From the code logic, we can see that when amount<0, token0 is exchanged, and when amount>0, token1 is exchanged. The exchange logic is: first calculate the amount tok_amount that can be exchanged, destroy the corresponding LP Position, check the health factor, and transfer it to the user to complete the exchange.
The specific vulnerability appears in checkHealthFactorLtv0 and checkHealthFactorLtv1. The algorithm of check healthfactor is collateral amount x collateral price / (borrowing price x borrowing amount) > 1, but because the user’s collateral amount and borrowing amount are calculated with low allocation, the health factor check can also be passed at this time (theoretically it cannot pass). We can see that the code for calculating collateral amount and borrowing amount is as follows:
When the user has collateral, the contract will calculate whether the value of the collateral is still greater than the value that has been borrowed after this redeem.

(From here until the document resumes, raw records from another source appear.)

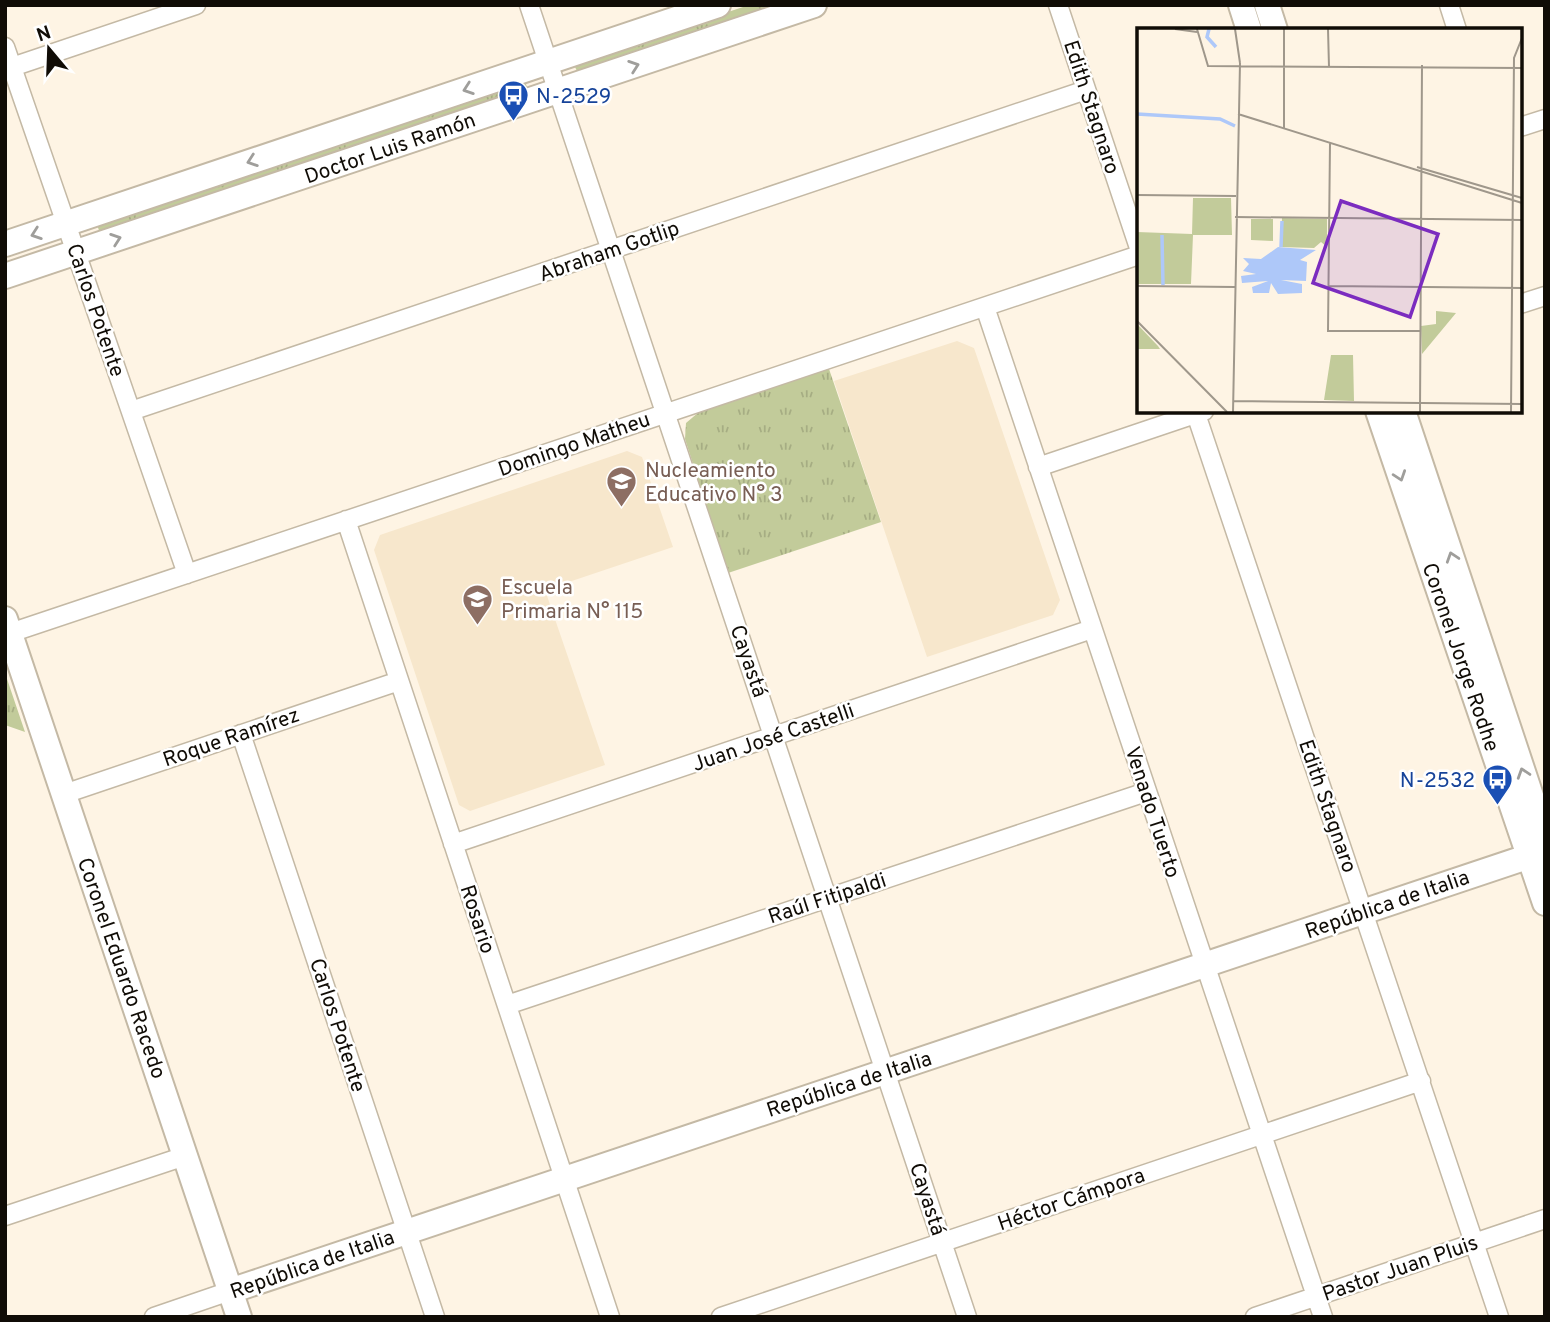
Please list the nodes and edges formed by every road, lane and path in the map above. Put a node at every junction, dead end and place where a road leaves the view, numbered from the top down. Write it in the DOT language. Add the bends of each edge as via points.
graph roads {
  1 [pos="196,5"];
  2 [pos="528,5"];
  3 [pos="718,5"];
  4 [pos="814,5"];
  5 [pos="1058,5"];
  6 [pos="1241,5"];
  7 [pos="1267,5"];
  8 [pos="1448,5"];
  9 [pos="1248,28"];
  10 [pos="1274,28"];
  11 [pos="1456,28"];
  12 [pos="5,47"];
  13 [pos="548,62"];
  14 [pos="12,67"];
  15 [pos="1086,90"];
  16 [pos="557,91"];
  17 [pos="1545,119"];
  18 [pos="1522,126"];
  19 [pos="66,224"];
  20 [pos="1137,242"];
  21 [pos="5,244"];
  22 [pos="611,250"];
  23 [pos="76,253"];
  24 [pos="1137,256"];
  25 [pos="5,276"];
  26 [pos="1545,296"];
  27 [pos="1522,303"];
  28 [pos="985,307"];
  29 [pos="131,411"];
  30 [pos="666,413"];
  31 [pos="1200,413"];
  32 [pos="1379,413"];
  33 [pos="1404,413"];
  34 [pos="1038,467"];
  35 [pos="346,520"];
  36 [pos="187,574"];
  37 [pos="8,626"];
  38 [pos="1092,629"];
  39 [pos="399,681"];
  40 [pos="242,734"];
  41 [pos="774,736"];
  42 [pos="1146,792"];
  43 [pos="64,794"];
  44 [pos="453,844"];
  45 [pos="1540,849"];
  46 [pos="828,898"];
  47 [pos="1545,903"];
  48 [pos="1364,912"];
  49 [pos="1205,965"];
  50 [pos="507,1005"];
  51 [pos="887,1072"];
  52 [pos="1421,1082"];
  53 [pos="1262,1135"];
  54 [pos="185,1156"];
  55 [pos="565,1179"];
  56 [pos="5,1216"];
  57 [pos="1545,1219"];
  58 [pos="407,1232"];
  59 [pos="943,1242"];
  60 [pos="1474,1243"];
  61 [pos="230,1291"];
  62 [pos="1316,1296"];
  63 [pos="154,1317"];
  64 [pos="239,1317"];
  65 [pos="435,1317"];
  66 [pos="610,1317"];
  67 [pos="720,1317"];
  68 [pos="967,1317"];
  69 [pos="1255,1317"];
  70 [pos="1323,1317"];
  71 [pos="1499,1317"];
  1 -- 14 [label="street"];
  2 -- 13 [label="street, Cayastá"];
  3 -- 13 [label="main road, Doctor Luis Ramón"];
  16 -- 4 [label="main road, Doctor Luis Ramón, one-way"];
  5 -- 15 [label="street, Edith Stagnaro"];
  6 -- 9 [label="main road"];
  7 -- 10 [label="main road"];
  8 -- 11 [label="street"];
  12 -- 14 [label="street, Carlos Potente"];
  13 -- 16 [label="street, Cayastá"];
  13 -- 19 [label="main road, Doctor Luis Ramón, one-way"];
  14 -- 19 [label="street, Carlos Potente"];
  15 -- 20 [label="street, Edith Stagnaro"];
  15 -- 22 [label="street, Abraham Gotlip"];
  16 -- 22 [label="street, Cayastá"];
  23 -- 16 [label="main road, Doctor Luis Ramón, one-way"];
  17 -- 18 [label="street"];
  19 -- 21 [label="main road, Doctor Luis Ramón, one-way"];
  19 -- 23 [label="street, Carlos Potente"];
  22 -- 29 [label="street, Abraham Gotlip"];
  22 -- 30 [label="street, Cayastá"];
  23 -- 25 [label="main road, Doctor Luis Ramón"];
  23 -- 29 [label="street, Carlos Potente"];
  24 -- 28 [label="street, Domingo Matheu"];
  26 -- 27 [label="street"];
  28 -- 30 [label="street, Domingo Matheu"];
  28 -- 34 [label="street, Venado Tuerto"];
  29 -- 36 [label="street, Carlos Potente"];
  30 -- 35 [label="street, Domingo Matheu"];
  30 -- 41 [label="street, Cayastá"];
  31 -- 34 [label="street"];
  31 -- 48 [label="street, Edith Stagnaro"];
  32 -- 45 [label="main road, Coronel Jorge Rodhe, one-way"];
  45 -- 33 [label="main road, Coronel Jorge Rodhe, one-way"];
  34 -- 38 [label="street, Venado Tuerto"];
  35 -- 36 [label="street, Domingo Matheu"];
  35 -- 39 [label="street, Rosario"];
  36 -- 37 [label="street, Domingo Matheu"];
  37 -- 43 [label="main road, Coronel Eduardo Racedo"];
  38 -- 41 [label="street, Juan José Castelli"];
  38 -- 42 [label="street, Venado Tuerto"];
  39 -- 40 [label="street, Roque Ramírez"];
  39 -- 44 [label="street, Rosario"];
  40 -- 43 [label="street, Roque Ramírez"];
  40 -- 58 [label="street, Carlos Potente"];
  41 -- 44 [label="street, Juan José Castelli"];
  41 -- 46 [label="street, Cayastá"];
  42 -- 46 [label="street, Raúl Fitipaldi"];
  42 -- 49 [label="street, Venado Tuerto"];
  43 -- 54 [label="main road, Coronel Eduardo Racedo"];
  44 -- 50 [label="street, Rosario"];
  45 -- 47 [label="main road, Coronel Jorge Rodhe"];
  45 -- 48 [label="main road, República de Italia"];
  46 -- 50 [label="street, Raúl Fitipaldi"];
  46 -- 51 [label="street, Cayastá"];
  48 -- 49 [label="main road, República de Italia"];
  48 -- 52 [label="street, Edith Stagnaro"];
  49 -- 51 [label="main road, República de Italia"];
  49 -- 53 [label="street, Venado Tuerto"];
  50 -- 55 [label="street, Rosario"];
  51 -- 55 [label="main road, República de Italia"];
  51 -- 59 [label="street, Cayastá"];
  52 -- 53 [label="street, Héctor Cámpora"];
  52 -- 60 [label="street, Edith Stagnaro"];
  53 -- 59 [label="street, Héctor Cámpora"];
  53 -- 62 [label="street, Venado Tuerto"];
  54 -- 56 [label="street"];
  54 -- 61 [label="main road, Coronel Eduardo Racedo"];
  55 -- 58 [label="main road, República de Italia"];
  55 -- 66 [label="street, Rosario"];
  57 -- 60 [label="street, Pastor Juan Pluis"];
  58 -- 61 [label="main road, República de Italia"];
  58 -- 65 [label="street, Carlos Potente"];
  59 -- 67 [label="street, Héctor Cámpora"];
  59 -- 68 [label="street, Cayastá"];
  60 -- 62 [label="street, Pastor Juan Pluis"];
  60 -- 71 [label="street, Edith Stagnaro"];
  61 -- 63 [label="street, República de Italia"];
  61 -- 64 [label="main road, Coronel Eduardo Racedo"];
  62 -- 69 [label="street, Pastor Juan Pluis"];
  62 -- 70 [label="street, Venado Tuerto"];
}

However, when calculating the value of the collateral after redeem, tokenBalance0 does not subtract the amount that needs to be subtracted for this redeem, and because share has already subtracted the share reduced after this redeem during _burnLPposition. Therefore, _lendBalance0, that is, the amount of collateral, is higher than the amount of collateral actually owned by the attacker.
The attacker finally paid off the 60,000,000 USDC and 5.75 wstETH obtained from Morpho Blue through flashloan, and made a profit of 60.67 stETH, worth 197k USD.
Summary
The cause of this vulnerability is that when Unilend redeem, it did not subtract the amount of collateral that should be transferred out when calculating the amount of collateral, resulting in the amount of collateral after the wrong calculation being higher than the amount of collateral actually owned by the attacker, and the exchange that should not have been successful was successfully completed. Ultimately, the attacker emptied the project’s stETH tokens. It is recommended that the project party conduct multi-party verification when designing the economic model and code operation logic, and try to select multiple audit companies for cross-audit when auditing the contract before it goes online.